▶ _Work item_:
Wherever the word "roads" appears in a line of the data, that line should be copied.

▶ _Data excerpts_:

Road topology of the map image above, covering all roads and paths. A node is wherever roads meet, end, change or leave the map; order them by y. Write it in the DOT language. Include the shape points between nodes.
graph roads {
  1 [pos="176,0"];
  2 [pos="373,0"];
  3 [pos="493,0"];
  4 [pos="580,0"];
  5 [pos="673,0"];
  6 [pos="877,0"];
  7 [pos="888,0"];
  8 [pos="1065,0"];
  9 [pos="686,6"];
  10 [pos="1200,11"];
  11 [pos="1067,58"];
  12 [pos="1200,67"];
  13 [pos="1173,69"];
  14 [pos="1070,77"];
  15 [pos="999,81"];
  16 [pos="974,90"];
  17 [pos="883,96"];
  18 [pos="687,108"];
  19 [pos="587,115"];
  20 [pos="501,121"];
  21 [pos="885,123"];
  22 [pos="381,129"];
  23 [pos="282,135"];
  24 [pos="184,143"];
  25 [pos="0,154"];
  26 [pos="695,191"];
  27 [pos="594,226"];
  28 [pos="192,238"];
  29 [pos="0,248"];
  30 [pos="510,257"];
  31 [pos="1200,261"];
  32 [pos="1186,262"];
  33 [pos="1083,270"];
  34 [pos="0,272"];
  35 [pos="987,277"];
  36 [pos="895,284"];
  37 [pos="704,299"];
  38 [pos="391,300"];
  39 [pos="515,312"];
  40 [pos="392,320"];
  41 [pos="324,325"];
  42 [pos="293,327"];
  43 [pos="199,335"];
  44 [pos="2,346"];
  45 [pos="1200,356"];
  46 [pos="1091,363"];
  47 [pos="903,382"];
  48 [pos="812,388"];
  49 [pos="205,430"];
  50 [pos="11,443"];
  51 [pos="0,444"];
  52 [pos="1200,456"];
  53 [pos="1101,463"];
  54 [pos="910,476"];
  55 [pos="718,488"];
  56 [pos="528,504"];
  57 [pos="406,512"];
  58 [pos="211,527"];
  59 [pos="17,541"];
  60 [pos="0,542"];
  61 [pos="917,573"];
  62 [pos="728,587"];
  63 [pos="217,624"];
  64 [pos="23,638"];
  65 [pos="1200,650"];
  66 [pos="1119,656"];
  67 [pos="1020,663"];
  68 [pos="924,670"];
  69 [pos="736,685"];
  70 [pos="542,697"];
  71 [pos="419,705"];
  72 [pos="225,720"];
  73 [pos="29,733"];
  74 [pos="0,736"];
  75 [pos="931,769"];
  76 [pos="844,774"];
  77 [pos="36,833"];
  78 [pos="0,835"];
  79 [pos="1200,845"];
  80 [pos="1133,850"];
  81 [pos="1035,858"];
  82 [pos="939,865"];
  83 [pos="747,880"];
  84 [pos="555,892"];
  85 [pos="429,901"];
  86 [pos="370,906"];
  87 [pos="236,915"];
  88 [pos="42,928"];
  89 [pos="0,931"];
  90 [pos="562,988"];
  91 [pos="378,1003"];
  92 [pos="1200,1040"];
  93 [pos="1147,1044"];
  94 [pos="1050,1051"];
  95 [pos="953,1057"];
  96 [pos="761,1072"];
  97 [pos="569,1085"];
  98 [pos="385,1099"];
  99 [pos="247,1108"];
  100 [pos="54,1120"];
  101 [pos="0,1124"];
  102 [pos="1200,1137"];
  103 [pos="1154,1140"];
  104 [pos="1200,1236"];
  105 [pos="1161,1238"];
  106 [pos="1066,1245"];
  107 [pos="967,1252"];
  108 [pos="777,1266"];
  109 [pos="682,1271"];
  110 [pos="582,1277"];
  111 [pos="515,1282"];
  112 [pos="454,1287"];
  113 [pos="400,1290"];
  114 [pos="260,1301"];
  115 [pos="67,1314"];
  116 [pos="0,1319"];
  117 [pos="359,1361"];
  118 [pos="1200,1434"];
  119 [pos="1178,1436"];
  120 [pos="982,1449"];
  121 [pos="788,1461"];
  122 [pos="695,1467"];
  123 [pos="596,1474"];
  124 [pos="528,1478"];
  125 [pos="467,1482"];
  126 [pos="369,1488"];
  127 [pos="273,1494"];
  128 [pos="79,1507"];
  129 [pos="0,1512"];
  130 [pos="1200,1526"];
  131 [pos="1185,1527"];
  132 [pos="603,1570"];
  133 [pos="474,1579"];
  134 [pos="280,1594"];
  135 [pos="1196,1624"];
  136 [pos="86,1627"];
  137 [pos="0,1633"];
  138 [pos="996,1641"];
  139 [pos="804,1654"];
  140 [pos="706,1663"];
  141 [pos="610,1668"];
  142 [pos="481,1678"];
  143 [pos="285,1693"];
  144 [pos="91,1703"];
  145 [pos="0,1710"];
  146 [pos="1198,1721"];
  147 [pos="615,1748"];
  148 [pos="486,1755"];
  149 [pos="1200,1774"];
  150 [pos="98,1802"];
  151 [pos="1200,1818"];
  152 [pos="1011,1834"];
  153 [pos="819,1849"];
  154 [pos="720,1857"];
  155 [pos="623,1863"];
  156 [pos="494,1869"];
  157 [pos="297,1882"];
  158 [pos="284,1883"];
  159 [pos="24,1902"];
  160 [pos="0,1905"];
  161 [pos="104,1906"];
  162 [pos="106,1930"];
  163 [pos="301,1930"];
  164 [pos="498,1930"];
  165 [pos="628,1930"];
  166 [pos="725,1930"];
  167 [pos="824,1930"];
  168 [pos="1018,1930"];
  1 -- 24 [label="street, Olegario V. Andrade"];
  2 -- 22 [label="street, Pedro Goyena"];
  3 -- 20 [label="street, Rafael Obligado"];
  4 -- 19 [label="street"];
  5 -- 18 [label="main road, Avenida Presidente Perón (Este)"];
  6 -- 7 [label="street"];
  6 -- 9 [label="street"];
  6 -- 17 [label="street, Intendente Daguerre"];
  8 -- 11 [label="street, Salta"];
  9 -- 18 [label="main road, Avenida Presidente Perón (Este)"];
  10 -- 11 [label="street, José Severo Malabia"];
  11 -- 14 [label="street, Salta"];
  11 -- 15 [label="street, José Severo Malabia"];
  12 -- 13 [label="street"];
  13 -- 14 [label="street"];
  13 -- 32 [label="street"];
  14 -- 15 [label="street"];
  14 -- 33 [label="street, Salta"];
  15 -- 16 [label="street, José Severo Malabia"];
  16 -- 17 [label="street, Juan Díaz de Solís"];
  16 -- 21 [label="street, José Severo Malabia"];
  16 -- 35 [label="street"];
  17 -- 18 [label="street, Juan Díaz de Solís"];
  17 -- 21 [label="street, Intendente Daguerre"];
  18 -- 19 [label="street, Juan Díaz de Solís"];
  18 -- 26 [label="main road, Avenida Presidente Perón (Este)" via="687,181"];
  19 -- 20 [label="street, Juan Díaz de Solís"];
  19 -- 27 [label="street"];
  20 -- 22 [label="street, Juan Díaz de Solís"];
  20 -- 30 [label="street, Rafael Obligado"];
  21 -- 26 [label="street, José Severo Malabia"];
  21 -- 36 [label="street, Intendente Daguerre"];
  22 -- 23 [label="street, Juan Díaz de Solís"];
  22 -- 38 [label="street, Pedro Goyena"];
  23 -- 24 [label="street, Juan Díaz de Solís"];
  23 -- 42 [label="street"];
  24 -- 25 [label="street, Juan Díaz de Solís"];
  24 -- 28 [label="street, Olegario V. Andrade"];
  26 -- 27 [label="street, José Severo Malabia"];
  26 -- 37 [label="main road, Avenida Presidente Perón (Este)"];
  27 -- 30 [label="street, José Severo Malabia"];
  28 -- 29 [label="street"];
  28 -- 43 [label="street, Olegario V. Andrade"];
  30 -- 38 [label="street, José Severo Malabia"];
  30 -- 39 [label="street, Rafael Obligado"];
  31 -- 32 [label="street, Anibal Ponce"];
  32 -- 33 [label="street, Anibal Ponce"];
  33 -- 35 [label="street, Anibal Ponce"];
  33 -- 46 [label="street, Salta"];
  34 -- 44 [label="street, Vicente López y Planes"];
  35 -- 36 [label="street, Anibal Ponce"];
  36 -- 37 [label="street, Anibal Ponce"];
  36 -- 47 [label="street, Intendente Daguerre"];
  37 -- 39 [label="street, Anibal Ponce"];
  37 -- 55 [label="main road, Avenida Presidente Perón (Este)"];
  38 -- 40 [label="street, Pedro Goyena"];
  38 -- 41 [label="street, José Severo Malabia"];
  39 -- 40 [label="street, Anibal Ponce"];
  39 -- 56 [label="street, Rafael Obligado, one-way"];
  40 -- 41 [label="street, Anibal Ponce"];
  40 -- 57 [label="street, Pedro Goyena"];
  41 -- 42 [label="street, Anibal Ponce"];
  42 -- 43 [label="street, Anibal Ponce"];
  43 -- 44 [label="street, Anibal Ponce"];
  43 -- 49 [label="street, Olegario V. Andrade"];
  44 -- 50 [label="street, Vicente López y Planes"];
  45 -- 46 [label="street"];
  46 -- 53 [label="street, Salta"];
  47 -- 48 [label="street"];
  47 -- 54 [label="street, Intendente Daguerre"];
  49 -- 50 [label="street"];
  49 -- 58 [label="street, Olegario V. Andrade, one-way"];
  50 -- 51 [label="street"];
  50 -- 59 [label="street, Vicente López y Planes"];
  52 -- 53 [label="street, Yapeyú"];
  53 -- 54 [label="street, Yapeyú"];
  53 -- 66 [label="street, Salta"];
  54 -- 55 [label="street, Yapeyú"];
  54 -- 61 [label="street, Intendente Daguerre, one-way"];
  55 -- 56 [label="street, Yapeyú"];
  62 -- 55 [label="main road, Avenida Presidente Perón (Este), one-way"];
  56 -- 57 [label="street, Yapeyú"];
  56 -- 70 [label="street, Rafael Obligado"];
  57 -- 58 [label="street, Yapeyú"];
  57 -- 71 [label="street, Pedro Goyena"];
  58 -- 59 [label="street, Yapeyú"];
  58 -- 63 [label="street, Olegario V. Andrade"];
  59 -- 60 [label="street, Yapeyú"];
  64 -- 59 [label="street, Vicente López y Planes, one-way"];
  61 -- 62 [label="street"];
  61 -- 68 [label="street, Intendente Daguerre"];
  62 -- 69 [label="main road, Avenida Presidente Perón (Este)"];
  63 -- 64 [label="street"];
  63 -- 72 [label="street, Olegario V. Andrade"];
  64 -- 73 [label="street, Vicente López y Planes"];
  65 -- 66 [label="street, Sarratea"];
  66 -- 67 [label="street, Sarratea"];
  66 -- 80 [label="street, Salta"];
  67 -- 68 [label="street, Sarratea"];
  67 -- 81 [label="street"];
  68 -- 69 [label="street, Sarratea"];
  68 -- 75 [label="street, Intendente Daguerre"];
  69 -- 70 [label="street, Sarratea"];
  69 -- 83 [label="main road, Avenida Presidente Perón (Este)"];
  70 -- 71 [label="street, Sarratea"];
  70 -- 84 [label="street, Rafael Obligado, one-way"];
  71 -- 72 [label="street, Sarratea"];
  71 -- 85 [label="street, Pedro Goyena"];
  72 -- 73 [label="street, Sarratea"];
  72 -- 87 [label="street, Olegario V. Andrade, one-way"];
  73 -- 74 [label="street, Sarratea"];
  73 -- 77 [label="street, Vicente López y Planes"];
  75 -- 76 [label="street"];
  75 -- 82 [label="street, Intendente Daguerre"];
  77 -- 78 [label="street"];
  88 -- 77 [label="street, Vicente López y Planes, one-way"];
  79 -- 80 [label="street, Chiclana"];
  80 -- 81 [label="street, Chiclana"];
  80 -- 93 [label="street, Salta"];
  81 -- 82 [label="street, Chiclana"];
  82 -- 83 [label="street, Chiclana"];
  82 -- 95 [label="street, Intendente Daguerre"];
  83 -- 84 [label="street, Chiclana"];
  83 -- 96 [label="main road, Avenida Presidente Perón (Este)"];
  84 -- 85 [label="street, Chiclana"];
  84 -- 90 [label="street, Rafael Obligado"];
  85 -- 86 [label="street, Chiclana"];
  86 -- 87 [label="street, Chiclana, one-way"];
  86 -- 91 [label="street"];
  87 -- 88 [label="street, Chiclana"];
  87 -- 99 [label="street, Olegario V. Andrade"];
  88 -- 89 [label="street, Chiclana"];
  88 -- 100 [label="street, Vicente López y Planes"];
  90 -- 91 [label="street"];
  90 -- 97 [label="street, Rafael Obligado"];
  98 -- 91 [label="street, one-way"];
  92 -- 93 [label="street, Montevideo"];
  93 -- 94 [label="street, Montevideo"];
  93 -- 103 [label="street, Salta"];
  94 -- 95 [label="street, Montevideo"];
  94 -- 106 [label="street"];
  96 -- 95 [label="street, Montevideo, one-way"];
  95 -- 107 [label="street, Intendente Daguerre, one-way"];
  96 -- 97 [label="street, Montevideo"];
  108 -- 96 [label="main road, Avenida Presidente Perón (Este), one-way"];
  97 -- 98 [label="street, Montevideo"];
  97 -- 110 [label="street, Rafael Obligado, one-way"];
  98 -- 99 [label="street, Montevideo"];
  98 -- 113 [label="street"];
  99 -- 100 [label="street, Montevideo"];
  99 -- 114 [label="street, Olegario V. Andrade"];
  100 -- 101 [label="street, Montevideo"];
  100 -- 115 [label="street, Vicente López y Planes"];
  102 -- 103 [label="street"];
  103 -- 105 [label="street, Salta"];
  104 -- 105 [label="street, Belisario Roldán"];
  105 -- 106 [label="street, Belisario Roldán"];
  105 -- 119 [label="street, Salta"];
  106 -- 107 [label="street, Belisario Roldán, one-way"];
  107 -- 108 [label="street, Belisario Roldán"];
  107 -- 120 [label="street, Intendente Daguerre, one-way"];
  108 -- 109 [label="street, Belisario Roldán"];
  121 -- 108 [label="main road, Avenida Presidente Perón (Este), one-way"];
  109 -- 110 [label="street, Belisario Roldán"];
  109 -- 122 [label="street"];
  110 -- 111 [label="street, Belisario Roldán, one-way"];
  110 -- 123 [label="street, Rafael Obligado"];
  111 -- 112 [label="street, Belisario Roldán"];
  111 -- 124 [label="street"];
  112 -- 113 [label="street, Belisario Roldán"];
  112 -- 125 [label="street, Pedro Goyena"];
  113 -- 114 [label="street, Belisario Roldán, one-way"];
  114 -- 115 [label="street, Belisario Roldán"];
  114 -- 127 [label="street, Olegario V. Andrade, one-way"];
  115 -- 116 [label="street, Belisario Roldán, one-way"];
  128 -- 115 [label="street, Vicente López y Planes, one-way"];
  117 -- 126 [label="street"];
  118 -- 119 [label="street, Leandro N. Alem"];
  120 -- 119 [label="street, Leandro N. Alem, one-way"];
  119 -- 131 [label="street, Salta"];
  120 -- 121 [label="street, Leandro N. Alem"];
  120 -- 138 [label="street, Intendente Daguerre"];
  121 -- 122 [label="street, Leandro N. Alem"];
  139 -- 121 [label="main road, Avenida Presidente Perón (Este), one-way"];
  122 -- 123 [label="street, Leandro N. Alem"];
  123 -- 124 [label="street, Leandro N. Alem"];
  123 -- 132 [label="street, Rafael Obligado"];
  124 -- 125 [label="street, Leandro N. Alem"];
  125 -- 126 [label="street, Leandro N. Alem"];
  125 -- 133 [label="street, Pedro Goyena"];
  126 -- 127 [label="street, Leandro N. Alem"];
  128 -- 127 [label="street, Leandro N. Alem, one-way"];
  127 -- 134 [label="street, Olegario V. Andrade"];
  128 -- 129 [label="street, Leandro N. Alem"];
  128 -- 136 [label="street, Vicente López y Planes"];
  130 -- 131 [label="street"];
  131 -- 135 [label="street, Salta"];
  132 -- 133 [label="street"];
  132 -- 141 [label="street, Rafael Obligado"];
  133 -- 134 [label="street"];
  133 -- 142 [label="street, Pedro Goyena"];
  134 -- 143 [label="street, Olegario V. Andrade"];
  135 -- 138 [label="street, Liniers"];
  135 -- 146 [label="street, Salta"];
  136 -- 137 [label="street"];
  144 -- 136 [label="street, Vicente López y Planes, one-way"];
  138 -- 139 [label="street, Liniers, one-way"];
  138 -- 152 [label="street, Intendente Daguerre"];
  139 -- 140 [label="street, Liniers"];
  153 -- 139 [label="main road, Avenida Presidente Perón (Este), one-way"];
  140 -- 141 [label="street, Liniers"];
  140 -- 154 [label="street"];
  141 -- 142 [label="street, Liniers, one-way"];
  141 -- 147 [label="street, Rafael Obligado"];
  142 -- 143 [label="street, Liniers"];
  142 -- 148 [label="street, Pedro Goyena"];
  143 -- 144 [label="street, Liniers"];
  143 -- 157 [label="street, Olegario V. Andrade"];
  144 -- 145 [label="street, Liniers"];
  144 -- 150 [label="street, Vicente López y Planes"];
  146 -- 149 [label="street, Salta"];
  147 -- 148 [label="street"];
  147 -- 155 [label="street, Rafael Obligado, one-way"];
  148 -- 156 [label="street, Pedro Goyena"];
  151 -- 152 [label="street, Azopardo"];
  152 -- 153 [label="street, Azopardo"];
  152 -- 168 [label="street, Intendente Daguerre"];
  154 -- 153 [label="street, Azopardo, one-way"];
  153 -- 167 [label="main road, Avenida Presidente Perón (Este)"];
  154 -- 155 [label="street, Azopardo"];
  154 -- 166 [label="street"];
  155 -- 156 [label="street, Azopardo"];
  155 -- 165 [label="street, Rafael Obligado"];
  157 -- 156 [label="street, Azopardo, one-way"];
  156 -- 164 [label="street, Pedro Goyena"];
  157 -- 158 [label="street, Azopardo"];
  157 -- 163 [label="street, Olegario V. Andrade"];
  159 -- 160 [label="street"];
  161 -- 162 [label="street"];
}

▶ _Response for this exercise_:
Road topology of the map image above, covering all roads and paths. A node is wherever roads meet, end, change or leave the map; order them by y. Write it in the DOT language. Include the shape points between nodes.
graph roads {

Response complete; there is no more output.